Agritek Holdings, Inc. (AGTK)
The Company's CEO B. Michael Friedman was featured in a one on one interview with CBS News on Friday, May 23, 2014 discussing Florida's new medical marijuana legislation. Mr. Friedman was invited on the featured segment to discuss the Company's role in Florida regarding new pending medical cannabis legislation and the 20 acres of agricultural land zoned for nursery and the potential use of the property should legislation move forward within the state.

*So it seems clear to me the plan is to monopolize Florida Colorado Washington and Nevada.
Then the world......is this not what history has show to be true??

Monsanto and cannabis

Monsanto Poised To Take Over the Weed Industry
*


----------



## Wilksey (Aug 10, 2014)

shaggyballs said:


> *So it seems clear to me the plan is to monopolize Florida Colorado Washington and Nevada.
> Then the world......is this not what history has show to be true??
> *


It's not the monopolization of cannabis that concerns me as much as the MODIFICATION of cannabis.

I can see these big business pricks trying to either genetically cross tobacco with cannabis somehow, or simply adding nicotine to the end product making our favorite plant physically addictive.
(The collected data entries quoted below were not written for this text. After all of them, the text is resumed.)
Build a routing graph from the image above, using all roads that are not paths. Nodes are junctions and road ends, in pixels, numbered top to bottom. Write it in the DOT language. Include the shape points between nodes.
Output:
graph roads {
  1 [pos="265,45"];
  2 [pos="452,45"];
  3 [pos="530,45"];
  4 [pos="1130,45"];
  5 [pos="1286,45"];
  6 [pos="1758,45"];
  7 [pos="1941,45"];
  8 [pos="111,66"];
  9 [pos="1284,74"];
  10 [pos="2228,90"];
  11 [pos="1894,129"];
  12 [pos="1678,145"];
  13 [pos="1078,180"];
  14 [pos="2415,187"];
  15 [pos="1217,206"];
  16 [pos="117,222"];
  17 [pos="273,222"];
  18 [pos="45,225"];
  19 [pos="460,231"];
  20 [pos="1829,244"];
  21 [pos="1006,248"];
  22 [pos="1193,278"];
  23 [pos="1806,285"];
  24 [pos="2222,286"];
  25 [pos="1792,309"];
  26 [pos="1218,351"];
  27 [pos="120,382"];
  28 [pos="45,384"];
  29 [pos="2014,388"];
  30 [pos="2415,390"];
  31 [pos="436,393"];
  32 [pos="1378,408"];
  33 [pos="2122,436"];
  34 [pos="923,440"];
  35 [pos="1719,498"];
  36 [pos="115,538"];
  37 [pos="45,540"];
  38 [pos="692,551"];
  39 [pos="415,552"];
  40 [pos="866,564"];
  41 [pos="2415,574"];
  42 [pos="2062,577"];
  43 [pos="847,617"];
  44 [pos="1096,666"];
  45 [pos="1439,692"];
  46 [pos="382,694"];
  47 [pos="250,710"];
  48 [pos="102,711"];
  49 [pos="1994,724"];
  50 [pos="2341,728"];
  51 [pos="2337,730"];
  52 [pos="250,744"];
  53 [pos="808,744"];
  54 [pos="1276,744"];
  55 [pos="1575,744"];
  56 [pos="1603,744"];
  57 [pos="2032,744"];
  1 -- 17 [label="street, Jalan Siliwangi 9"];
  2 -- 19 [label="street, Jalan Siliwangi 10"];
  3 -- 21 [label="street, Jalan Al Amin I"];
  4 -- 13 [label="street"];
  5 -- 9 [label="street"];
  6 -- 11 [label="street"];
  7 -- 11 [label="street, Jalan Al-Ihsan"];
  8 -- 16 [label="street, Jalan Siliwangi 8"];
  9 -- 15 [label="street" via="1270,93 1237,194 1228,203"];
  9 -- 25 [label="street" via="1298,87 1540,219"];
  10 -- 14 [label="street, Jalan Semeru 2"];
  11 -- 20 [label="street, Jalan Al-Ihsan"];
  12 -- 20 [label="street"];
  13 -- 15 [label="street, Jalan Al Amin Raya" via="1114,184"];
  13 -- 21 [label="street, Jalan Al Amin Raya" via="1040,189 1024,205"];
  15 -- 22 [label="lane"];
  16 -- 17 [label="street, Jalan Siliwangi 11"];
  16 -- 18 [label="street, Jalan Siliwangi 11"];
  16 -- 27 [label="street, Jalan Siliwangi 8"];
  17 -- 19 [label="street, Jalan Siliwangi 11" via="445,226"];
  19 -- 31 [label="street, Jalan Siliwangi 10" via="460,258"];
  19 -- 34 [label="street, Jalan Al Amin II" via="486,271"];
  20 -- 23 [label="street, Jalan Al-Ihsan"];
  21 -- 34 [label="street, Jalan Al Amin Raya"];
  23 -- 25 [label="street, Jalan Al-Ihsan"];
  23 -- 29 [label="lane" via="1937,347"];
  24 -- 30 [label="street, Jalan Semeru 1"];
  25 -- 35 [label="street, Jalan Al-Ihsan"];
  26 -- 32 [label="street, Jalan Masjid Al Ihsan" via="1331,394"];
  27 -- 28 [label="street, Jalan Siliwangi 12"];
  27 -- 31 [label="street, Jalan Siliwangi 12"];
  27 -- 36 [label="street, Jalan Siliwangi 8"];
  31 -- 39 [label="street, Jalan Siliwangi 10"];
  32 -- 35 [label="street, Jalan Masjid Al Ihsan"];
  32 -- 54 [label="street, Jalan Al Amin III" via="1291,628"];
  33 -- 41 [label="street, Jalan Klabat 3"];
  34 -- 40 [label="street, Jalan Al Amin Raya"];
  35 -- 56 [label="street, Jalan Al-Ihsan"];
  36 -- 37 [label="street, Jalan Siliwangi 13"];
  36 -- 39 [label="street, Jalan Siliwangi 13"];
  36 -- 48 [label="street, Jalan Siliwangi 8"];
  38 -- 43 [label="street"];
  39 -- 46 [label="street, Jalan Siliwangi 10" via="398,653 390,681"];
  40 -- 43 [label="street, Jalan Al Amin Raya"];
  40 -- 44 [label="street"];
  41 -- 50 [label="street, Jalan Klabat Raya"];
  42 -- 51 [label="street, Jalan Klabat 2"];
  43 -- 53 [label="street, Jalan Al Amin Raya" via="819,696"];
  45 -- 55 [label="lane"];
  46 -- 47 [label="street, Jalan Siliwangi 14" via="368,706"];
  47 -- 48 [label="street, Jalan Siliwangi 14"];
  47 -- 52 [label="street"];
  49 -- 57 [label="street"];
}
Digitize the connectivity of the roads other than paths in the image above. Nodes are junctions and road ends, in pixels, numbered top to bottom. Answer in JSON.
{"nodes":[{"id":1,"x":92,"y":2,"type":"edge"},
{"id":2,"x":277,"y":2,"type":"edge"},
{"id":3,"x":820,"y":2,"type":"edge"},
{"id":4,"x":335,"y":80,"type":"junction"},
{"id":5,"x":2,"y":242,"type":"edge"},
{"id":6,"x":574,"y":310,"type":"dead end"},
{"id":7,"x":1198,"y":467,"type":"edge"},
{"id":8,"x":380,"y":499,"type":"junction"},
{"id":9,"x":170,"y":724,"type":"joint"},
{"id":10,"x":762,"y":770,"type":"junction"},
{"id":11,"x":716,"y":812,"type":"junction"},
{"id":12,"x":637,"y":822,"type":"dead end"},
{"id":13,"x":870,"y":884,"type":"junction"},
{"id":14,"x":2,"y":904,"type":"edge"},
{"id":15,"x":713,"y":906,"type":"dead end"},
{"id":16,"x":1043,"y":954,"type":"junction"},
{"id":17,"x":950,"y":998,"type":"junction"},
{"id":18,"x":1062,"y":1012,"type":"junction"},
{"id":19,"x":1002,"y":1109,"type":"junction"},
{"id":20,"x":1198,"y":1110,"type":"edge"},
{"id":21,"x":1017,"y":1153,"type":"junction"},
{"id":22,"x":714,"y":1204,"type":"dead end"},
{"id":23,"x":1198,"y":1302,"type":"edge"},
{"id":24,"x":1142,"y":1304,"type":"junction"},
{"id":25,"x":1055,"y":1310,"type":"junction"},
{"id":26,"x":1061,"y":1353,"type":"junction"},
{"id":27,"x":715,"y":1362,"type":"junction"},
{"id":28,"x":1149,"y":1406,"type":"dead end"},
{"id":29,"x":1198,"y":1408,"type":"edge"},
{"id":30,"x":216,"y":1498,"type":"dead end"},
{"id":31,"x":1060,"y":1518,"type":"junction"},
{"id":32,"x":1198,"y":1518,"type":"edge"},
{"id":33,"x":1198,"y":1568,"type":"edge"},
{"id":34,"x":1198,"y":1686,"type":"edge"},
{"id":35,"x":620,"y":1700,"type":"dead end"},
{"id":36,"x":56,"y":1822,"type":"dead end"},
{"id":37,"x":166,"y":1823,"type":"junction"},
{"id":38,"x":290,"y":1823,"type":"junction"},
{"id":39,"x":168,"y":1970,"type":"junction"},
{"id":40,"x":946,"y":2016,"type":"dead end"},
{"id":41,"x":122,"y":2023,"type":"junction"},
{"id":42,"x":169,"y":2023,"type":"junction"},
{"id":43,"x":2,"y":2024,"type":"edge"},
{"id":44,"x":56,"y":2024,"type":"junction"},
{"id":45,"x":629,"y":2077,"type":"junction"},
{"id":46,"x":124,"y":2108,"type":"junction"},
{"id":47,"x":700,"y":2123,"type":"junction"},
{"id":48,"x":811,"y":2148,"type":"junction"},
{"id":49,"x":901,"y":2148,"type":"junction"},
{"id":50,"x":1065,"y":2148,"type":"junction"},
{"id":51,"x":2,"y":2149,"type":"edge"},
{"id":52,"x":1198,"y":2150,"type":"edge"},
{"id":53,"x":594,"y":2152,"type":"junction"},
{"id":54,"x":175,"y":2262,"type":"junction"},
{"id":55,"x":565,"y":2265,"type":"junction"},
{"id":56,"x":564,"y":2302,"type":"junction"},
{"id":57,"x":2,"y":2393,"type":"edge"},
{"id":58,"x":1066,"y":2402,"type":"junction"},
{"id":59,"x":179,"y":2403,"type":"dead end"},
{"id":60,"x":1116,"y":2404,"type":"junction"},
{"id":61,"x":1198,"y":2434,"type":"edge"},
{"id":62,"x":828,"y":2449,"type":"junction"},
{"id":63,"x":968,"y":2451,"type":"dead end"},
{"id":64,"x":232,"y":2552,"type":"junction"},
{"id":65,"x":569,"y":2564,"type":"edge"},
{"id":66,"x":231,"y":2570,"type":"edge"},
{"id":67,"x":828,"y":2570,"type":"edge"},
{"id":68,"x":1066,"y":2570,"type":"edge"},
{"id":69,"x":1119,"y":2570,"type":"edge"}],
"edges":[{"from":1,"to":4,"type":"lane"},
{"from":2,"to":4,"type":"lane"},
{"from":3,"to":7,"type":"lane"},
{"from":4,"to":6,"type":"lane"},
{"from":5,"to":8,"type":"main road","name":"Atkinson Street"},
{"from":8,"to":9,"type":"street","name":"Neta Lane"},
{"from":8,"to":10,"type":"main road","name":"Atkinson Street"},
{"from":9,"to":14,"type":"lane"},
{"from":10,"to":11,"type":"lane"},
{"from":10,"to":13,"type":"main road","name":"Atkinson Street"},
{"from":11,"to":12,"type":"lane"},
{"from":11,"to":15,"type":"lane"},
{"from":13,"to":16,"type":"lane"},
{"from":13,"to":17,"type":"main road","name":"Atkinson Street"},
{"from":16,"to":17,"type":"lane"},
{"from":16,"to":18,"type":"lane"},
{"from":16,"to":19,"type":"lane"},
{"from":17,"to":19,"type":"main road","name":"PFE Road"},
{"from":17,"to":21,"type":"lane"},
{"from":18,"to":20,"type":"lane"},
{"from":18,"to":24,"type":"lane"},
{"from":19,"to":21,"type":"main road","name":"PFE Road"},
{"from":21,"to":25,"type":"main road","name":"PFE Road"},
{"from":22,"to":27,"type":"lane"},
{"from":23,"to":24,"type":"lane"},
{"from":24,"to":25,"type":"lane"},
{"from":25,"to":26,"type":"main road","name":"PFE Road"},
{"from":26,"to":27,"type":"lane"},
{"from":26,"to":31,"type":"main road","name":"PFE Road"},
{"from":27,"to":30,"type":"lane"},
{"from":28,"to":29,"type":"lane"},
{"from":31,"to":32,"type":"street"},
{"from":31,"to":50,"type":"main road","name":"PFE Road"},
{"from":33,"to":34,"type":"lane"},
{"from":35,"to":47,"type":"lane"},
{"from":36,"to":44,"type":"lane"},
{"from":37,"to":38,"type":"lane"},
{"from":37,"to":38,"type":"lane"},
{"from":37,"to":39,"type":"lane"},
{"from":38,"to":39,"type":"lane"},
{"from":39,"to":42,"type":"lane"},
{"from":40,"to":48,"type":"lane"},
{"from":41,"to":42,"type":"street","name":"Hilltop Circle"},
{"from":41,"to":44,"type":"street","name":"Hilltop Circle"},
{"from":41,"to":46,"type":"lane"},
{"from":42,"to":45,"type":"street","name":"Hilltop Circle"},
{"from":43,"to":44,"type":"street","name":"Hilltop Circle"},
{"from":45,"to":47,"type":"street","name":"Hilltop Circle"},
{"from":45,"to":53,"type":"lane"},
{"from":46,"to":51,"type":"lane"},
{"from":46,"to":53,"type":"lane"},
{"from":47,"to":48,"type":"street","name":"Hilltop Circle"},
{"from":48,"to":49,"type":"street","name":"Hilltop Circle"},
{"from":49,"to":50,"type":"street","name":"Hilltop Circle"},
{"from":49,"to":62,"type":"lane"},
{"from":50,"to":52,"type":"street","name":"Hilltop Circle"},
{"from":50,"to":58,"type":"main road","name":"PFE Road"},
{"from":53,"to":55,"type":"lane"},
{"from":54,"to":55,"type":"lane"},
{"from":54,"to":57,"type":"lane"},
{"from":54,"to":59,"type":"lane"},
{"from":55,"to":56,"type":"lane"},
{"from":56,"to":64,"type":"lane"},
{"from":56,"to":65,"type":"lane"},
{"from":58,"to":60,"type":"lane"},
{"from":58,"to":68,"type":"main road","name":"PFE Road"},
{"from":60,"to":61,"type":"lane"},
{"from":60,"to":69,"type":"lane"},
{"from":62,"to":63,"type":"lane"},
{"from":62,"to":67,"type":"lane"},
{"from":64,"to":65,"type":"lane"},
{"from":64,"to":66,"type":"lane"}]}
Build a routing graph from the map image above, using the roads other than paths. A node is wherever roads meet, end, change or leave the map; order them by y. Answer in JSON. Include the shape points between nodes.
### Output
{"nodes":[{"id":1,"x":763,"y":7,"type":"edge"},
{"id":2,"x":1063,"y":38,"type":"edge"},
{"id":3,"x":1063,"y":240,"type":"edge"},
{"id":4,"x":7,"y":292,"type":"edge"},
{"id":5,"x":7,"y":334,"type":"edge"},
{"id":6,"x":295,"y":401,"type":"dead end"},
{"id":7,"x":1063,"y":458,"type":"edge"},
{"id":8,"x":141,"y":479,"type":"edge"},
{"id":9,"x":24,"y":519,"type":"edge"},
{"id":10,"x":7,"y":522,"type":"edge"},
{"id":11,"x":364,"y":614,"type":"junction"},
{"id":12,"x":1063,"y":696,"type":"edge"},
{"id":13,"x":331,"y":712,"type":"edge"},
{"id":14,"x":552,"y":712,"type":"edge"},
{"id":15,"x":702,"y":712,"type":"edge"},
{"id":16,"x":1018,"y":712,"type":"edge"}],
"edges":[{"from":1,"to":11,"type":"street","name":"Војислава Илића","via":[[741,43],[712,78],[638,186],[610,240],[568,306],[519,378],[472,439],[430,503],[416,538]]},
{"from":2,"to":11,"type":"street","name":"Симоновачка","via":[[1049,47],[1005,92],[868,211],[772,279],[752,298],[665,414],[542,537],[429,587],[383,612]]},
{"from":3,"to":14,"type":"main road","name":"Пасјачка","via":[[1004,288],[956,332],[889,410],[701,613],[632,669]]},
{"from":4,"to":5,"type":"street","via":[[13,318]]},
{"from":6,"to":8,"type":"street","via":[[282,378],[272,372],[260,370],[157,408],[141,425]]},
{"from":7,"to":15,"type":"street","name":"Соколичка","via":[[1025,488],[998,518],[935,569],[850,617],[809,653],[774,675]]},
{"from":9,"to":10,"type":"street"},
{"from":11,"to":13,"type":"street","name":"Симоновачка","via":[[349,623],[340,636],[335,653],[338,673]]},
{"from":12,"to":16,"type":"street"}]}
Regardless, I would urge ALL growers to start creating seed banks for future use, before big business corrupts our favorite plant.


----------



## qwizoking (Aug 10, 2014)

Normally I don't reply to these kinds of things but..
I skimmed, saw like 200 acres well not really..That's them taking over? I don't know, I'm confused


----------



## Thundercat (Aug 10, 2014)

From my understanding phillip morris owns a few hundred acres in the hills of the green triangle in California. I believe they bought it shortly after prop 215 passed back in the day.


----------



## shaggyballs (Aug 10, 2014)

I agree!
*GMO Cannabis Watch*
More info here

They are making plants unclone-able.
If you have no seeds you have to get them from those in power!
Cannabis seeds from Monsanto are almost definitely genetically engineered. Genetically engineered plants can be patented, and it is in Monsanto's best interest to hold a patent on any seed they sell. Seed patents ensure that companies like Monsanto can continue to profit from seeds from year to year, as farmers are legally bound to buy patented seeds from the patent holder rather than simply store them from the last year's crop.

Patented seeds and dose delivery methods could mean complete pharmaceutical control of medicinal cannabis sometime in the near future.

Monsanto is owned mostly by Pharmacia, which is about to merge with Pfizer . Pfizer is run the Rockefeller cartel. Monsanto is one of five "Gene Giants" - the others beingDuPont, Syngenta, Aventis and Dow - all related to Farben at one time or another. By creating "alliances" or "liaisons" with other bio-tech companies, Monsanto is "running below the radar" of anti-trust regulators. If GW Pharmaceutical ever gets control of the cannabis market through patents and/or inventions , no doubt the Gene Giants will buy them out.


----------



## shaggyballs (Aug 10, 2014)

qwizoking said:


> Normally I don't reply to these kinds of things but..
> I skimmed, saw like 200 acres well not really..That's them taking over? I don't know, I'm confused


You must find the truth for yourself....the proper tools have been provided!
I do not wish to sway the argument, I only wish to inform!
If you see it your self you will believe!
Not.....Some guy on the pot website said so!
*Please seek the truth!*
shag


----------



## shaggyballs (Aug 10, 2014)

Thundercat said:


> From my understanding phillip morris owns a few hundred acres in the hills of the green triangle in California. I believe they bought it shortly after prop 215 passed back in the day.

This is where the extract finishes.